The distance is, then:

ks_2samp(X_train.loc[:,feature_name],X_test.loc[:,feature_name]).statistic
# 0.11972417623102555

We can calculate the distance between the two datasets as the maximum distance between their features.

distances = list(map(lambda i : ks_2samp(X_train.iloc[:,i],X_test.iloc[:,i]).statistic,range(X_train.shape[1])))

These are the distances feature by feature:

for i in range(X_train.shape[1]):
  print(X_train.columns[i],distances[i])

As we can see, the feature that has the lower bias is ‘sex’, while the worst one is ‘bp’. The distance between the datasets is the worst distance, so 0.1197.

If we train and then test a linear model on such datasets using an R-squared score, we get:

lr = LinearRegression()

lr.fit(X_train,y_train)

r2_score(y_test,lr.predict(X_test))

# 0.4033025232246107

How to choose the training and test sets properly

The idea is to generate several couples of training/test datasets and choose the couple that minimizes the distance. The easiest way to create different splits is using the random state.

So, we can loop through several values of the random state, calculate the distance and then select the random state that minimizes it.

Let’s try 100 possible samplings:

n_features = X.shape[1]

n_tries = 100

result = []

for random_state in range(n_tries):
  X_train, X_test, y_train, y_test = train_test_split(X, y, test_size=0.3, random_state=random_state)

  distances = list(map(lambda i : ks_2samp(X_train.iloc[:,i],X_test.iloc[:,i]).statistic,range(n_features)))

  
  result.append((random_state,max(distances)))

result.sort(key = lambda x : x[1])

The resulting distances according to the random states, sorted in ascending order, are:

So, the random state that gives us the lowest distance is 9.

Let’s see our ‘bp’ feature on training/test datasets built with this random state.


idx = 0
random_state = result[idx][0]  
feature = 'bp'
X_train, X_test, y_train, y_test = train_test_split(X, y, test_size=0.3, random_state=random_state)

df = pd.DataFrame({
    feature:np.concatenate((X_train.loc[:,feature],X_test.loc[:,feature])),
    'set':['training']*X_train.shape[0] + ['test']*X_test.shape[0]
    })
sns.ecdfplot(data=df,x=feature,hue='set')

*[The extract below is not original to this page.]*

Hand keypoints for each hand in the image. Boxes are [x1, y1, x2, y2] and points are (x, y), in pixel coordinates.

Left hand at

Now the curves overlap much more than before.

The distance is, then:

ks_2samp(X_train.loc[:,feature],X_test.loc[:,feature]).statistic

# 0.07849721390855781

As we can see, it’s lower than the original one.

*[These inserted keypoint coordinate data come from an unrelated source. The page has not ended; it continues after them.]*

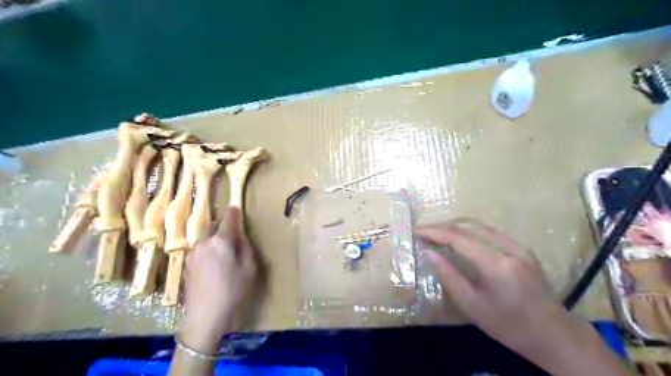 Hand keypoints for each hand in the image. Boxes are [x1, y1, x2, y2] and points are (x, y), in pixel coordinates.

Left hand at [177, 209, 257, 351]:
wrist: (204, 316)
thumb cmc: (232, 291)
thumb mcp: (249, 269)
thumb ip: (245, 248)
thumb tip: (240, 238)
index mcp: (221, 241)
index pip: (229, 219)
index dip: (234, 213)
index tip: (236, 208)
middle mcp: (204, 243)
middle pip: (215, 227)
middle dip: (224, 227)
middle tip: (235, 237)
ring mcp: (193, 253)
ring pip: (207, 239)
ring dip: (216, 240)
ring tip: (225, 255)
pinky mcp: (187, 264)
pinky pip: (201, 250)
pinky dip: (209, 250)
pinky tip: (215, 266)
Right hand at [418, 222, 588, 356]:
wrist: (555, 336)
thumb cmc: (509, 326)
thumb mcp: (472, 305)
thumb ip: (448, 275)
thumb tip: (428, 252)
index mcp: (496, 264)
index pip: (458, 237)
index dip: (434, 232)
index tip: (416, 231)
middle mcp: (509, 248)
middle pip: (467, 227)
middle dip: (442, 227)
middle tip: (422, 232)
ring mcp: (519, 246)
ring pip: (479, 226)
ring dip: (455, 227)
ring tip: (436, 233)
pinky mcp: (523, 249)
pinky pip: (490, 232)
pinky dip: (469, 232)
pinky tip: (459, 238)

If we now train the model on these new training and test datasets, the results improve dramatically:

lr = LinearRegression()

lr.fit(X_train,y_train)

r2_score(y_test,lr.predict(X_test))

# 0.5900352656383732

We moved from 40% to 59%. A really strong improvement.

Conclusion

Checking if the training/test split has been correctly performed is crucial when we have to train our models. The procedure suggested in this article is based on Kolmogorov-Smirnov distance and takes into account the features one by one (avoiding the correlation, then). With this simple procedure, you can create datasets that are statistically similar, increasing the training capability of your model.